Nous devrions avoir honte que le Canada soit parmi les derniers pays membres de l'Organisation de coopération et de développement économiques (OCDE) pour la pollution et la production de déchets nucléaires et toxiques. (Les 30 pays membres de l'OCDE représentent 60 pour cent environ de l'économie mondiale, 70 pour cent du commerce international et 20 pour cent de la population de la planète.) Le Canada est également à la traîne en ce qui a trait à l'efficacité de la réglementation relative aux déchets toxiques et chimiques.
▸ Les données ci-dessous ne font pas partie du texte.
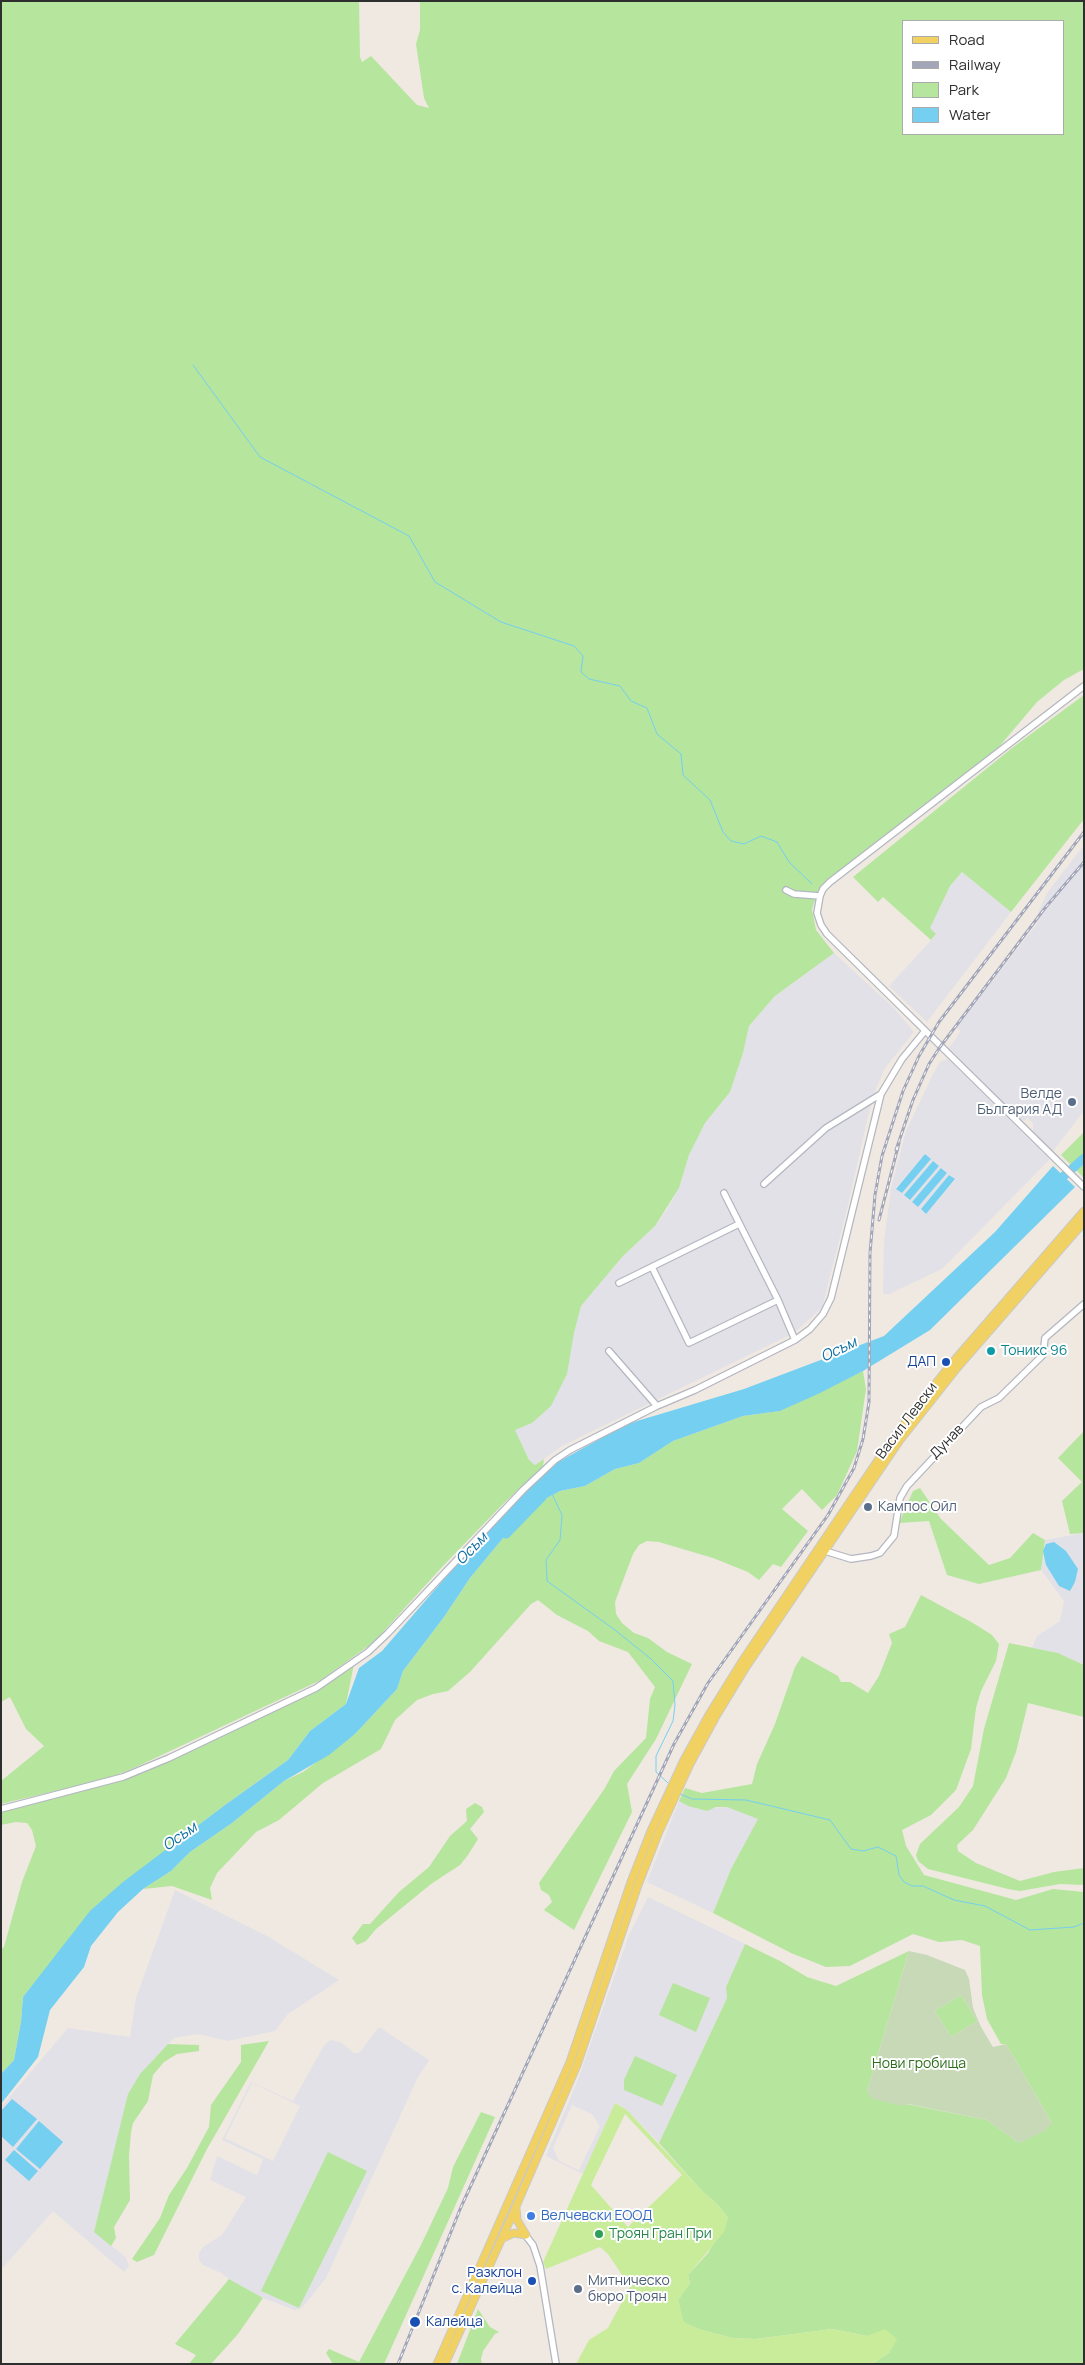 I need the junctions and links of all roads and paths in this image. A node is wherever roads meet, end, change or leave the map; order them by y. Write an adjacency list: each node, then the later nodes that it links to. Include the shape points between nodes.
1 (1084, 686): 3 (street, via 830,882)
2 (786, 890): 3 (street, via 794,894)
3 (820, 896): 4 (street, via 817,913 821,925)
4 (925, 1031): 5 (street, via 902,1059); 7 (street)
5 (881, 1094): 6 (street, via 826,1128); 16 (street, via 831,1298 823,1314)
6 (764, 1184)
7 (1083, 1186)
8 (724, 1193): 11 (street)
9 (1084, 1211): 19 (main road, Васил Левски, via 922,1399)
10 (1084, 1222): 19 (main road, Васил Левски, via 927,1404)
11 (739, 1224): 12 (street); 14 (street)
12 (652, 1267): 13 (street); 14 (street, via 689,1343)
13 (619, 1283)
14 (778, 1300): 16 (street)
15 (1084, 1304): 19 (street, Дунав, via 1044,1338 1042,1355 999,1398 981,1407 907,1486 900,1498 894,1536 880,1553 851,1559)
16 (795, 1340): 18 (street)
17 (609, 1352): 18 (street)
18 (658, 1406): 20 (street, via 556,1460 523,1490 375,1646 316,1688 123,1778)
19 (821, 1550): 21 (main road, via 741,1675 682,1782 638,1885 577,2064); 22 (main road, via 710,1713 667,1795 631,1882 570,2062)
20 (1, 1809)
21 (516, 2207): 23 (main road); 24 (main road, via 517,2220)
22 (505, 2212): 23 (street); 26 (main road)
23 (511, 2218): 24 (street); 25 (main road)
24 (526, 2235): 25 (main road, via 514,2233); 28 (street, via 540,2266)
25 (501, 2239): 27 (main road)
26 (437, 2364)
27 (445, 2364)
28 (556, 2364)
La Loi canadienne sur la protection de l'environnement (LCPE) est actuellement dans les toutes dernières étapes de sa revue législative quinquennale. Des groupes industriels font pression sur le gouvernement pour obtenir une définition moins stricte du terme « toxique » dans la Loi. Ils s'inquiètent de l'image négative de ce terme s'il était associé aux substances qu'ils produisent. Quoi qu'il en soit, le terme « toxique » décrit parfaitement les substances potentiellement dangereuses pour la santé humaine et l'environnement, et une définition édulcorée dirait au public et au gouvernement que des mesures pour protéger la santé des Canadiennes et des Canadiens et l'environnement ne sont pas urgentes. Il est donc essentiel que le cadre législatif des substances dites « toxiques » reste intact.  Les définitions que renferme la Loi doivent demeurer inchangées. Néanmoins, le titre du chapitre pourrait être étendu à d'autres substances, par exemple « Substances toxiques et autres produits nocifs ».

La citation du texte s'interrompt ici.